Happy Re-Birthday, CERN!


Paw Prints: Writings of the maddog

Mar 31, 2010 GMT
Jon maddog Hall

I picked up the paper today and read about the CERN Large Hadron Collider and its successful launching, so I had to write a blog about it to congratulate them!

It was many years ago that I was at a Linux conference in Wurtzberg, Germany. It was a great conference, held in a medieval fortress at the top of a tall hill. Each day you would walk down the hill into town, and the biggest decision you would have to make was whether you were going to have really good beer or really good wine. I met a friend of mine, Martin Michlmayr for the first time at that conference.

At the end of the conference I got a phone call from a Digital Equipment Corporation salesman in Geneva, Switzerland. He told me that I had to come to CERN immediately, for there was an emergency. I asked him what the emergency was and he said that he could not explain it over the phone, I would have to come to CERN. More importantly, I was the only person at Digital that could help with this problem.

I told him that I was to fly home the next day. He told me no, that my airline ticket had been canceled and that my rental car had been extended a week and would be dropped off at the airport nearest CERN. He also told me that my boss had been contacted and that he agreed I should go to CERN.

I checked my email, and there was the confirmation by my manager.

So the next morning I got in the car and started driving toward CERN. In those days there was not really a “speed limit” on the autobahn, and I more or less floored the poor auto's accelerator the whole way. I was still being passed by Mercedes and Porches, but I made good time.

I got to CERN, checked into my hotel and met with the salesman.

“What is the problem,” I asked.

“It is the engineers at CERN,” he said. “Management made a decision to replace all their desktop Unix workstations with Windows NT systems to save money. They had replaced about one-third of the desktops with Windows NT, then went back to see how the engineers were doing. They were all gone.”

“What was gone?” I asked.

“The Windows NT”, he said. “They had all installed Linux.”
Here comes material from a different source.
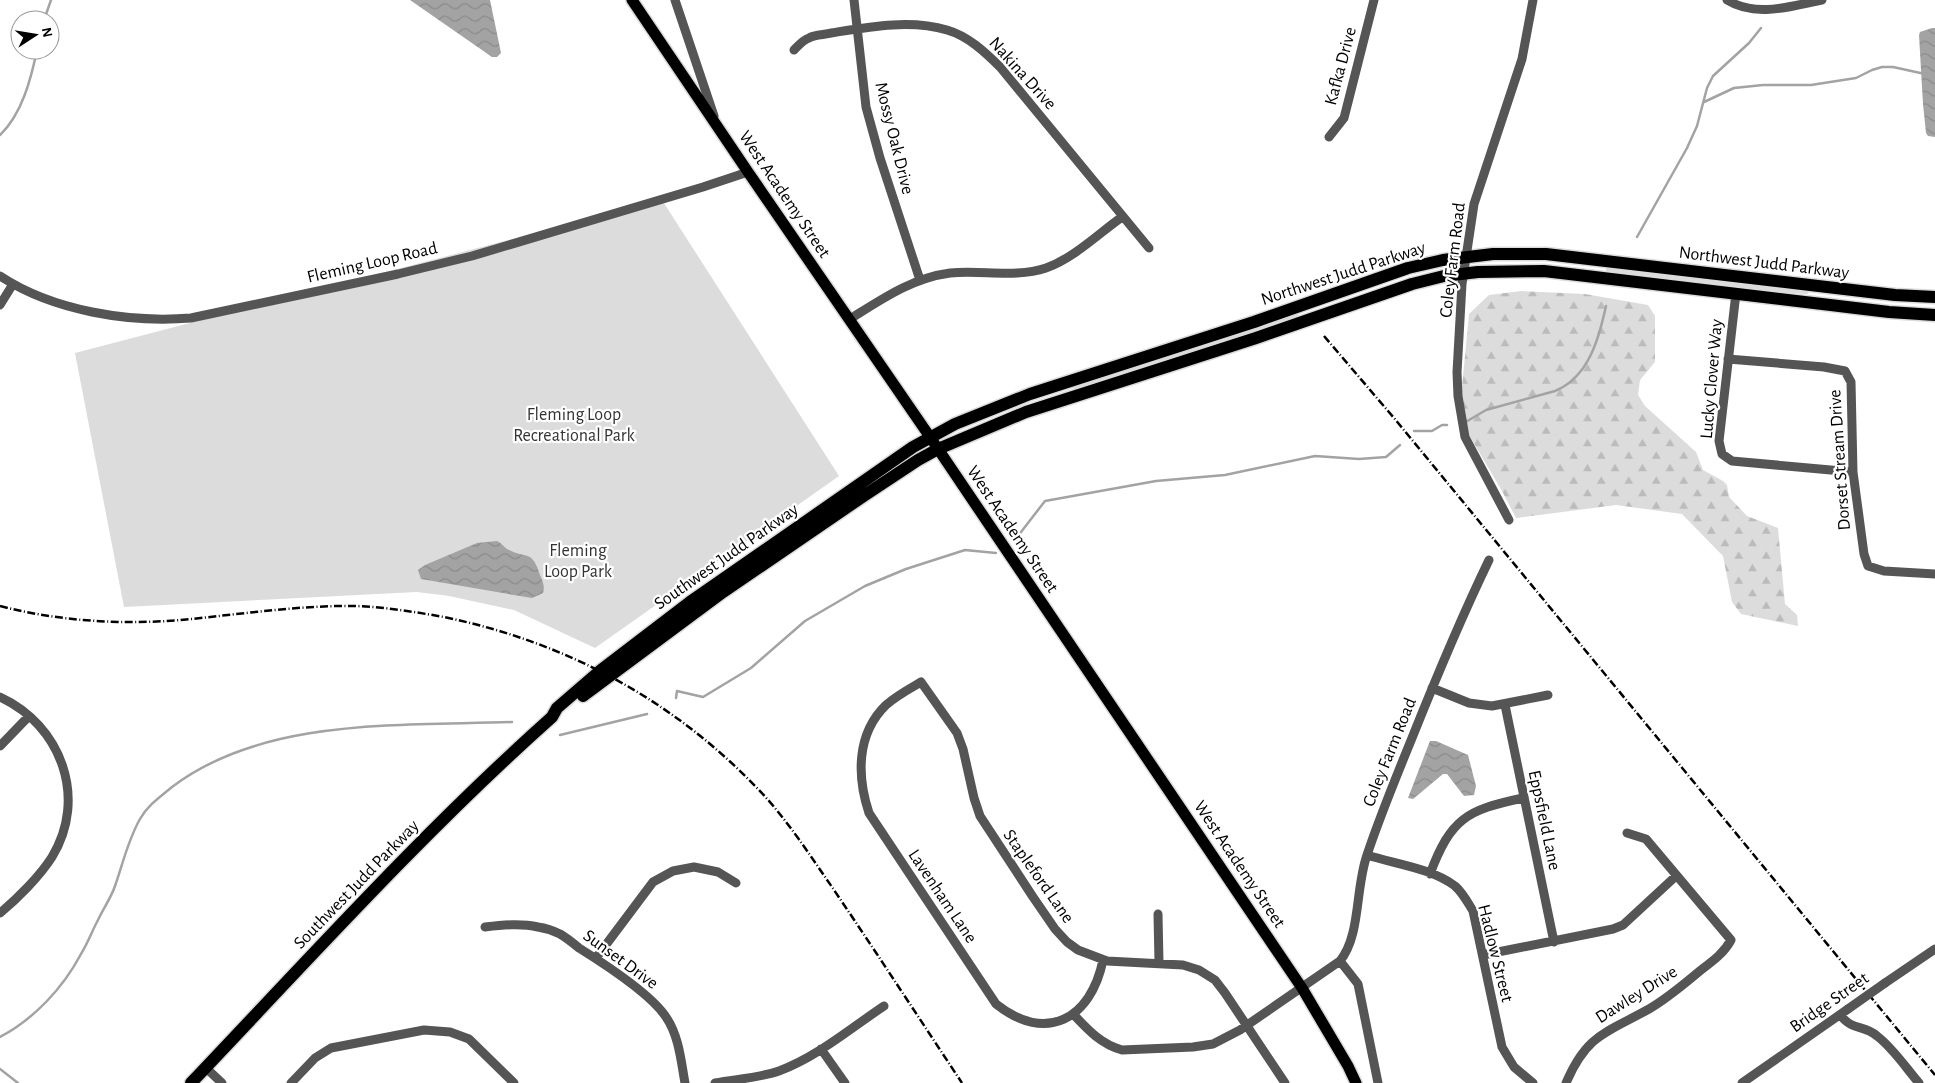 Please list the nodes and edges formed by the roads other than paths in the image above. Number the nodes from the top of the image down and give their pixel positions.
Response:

“Yes,” I said, “so what is the problem?”

“The management does not know how to react to this. They want to know why the engineers did this.”

“Why don't they ask the engineers?” I asked.

“They are afraid to ask,” he replied. “That is why they sent for you.”

So the next day I sat down with ten engineers, and the engineers all told me the same story:

“Yes, I understand the management wants to save money, but I do not know Windows NT. I know Unix. I program Unix. I can stop doing my work for nine months and learn how to program Windows NT in an efficient way, with little or no real work being done, or they can let me use Linux on my desktop.”

So I explained this to the management of CERN, and I have to admit that it only took them ten minutes to formulate a new policy:

“In the future Windows NT and Linux will co-exist on the desktop.”

A bit later I spent some time talking with management about Linux and supercomputers. I told a story about a friend of mine that compared Linux Beowulf systems versus a well-known brand of supercomputer of that day. My friend's story always ended with a count-down like David Letterman of the “five reasons why a Beowulf system is better than your proprietary supercomputer”:

  • Reason number Five: It is cheaper
  • Reason number Four: You can grow it incrementally
  • Reason number Three: When a proprietary supercomputer goes down, it costs a lot of money to fix it, but with Beowulf systems you could go to Walmart and buy the replacement part
  • Reason number Two: When a proprietary supercomputer goes down, it often takes several days to fix it, but with Beowulf systems you could usually fix it yourself in a short period of time.
  • The number one reason why Linux Beowulf systems (which had the same ABIs as their desktop systems and servers) were better than a traditional supercomputer was that you could actually get applications for the Beowulf systems.

The senior project leader looked at me strangely, and took me to a glassed-in area that overlooked the CERN computing facilities.

“See that supercomputer down there?” he said. “We are replacing that with a Beowulf tomorrow, because we can get applications for the Beowulf.”

I am proud that Linux has had such a prevalent place in the high-performance computing market for so long, and I hope that the Free Software community continues to help places like CERN develop great computing facilities.

“Happy Re-birthday CERN”, and great work!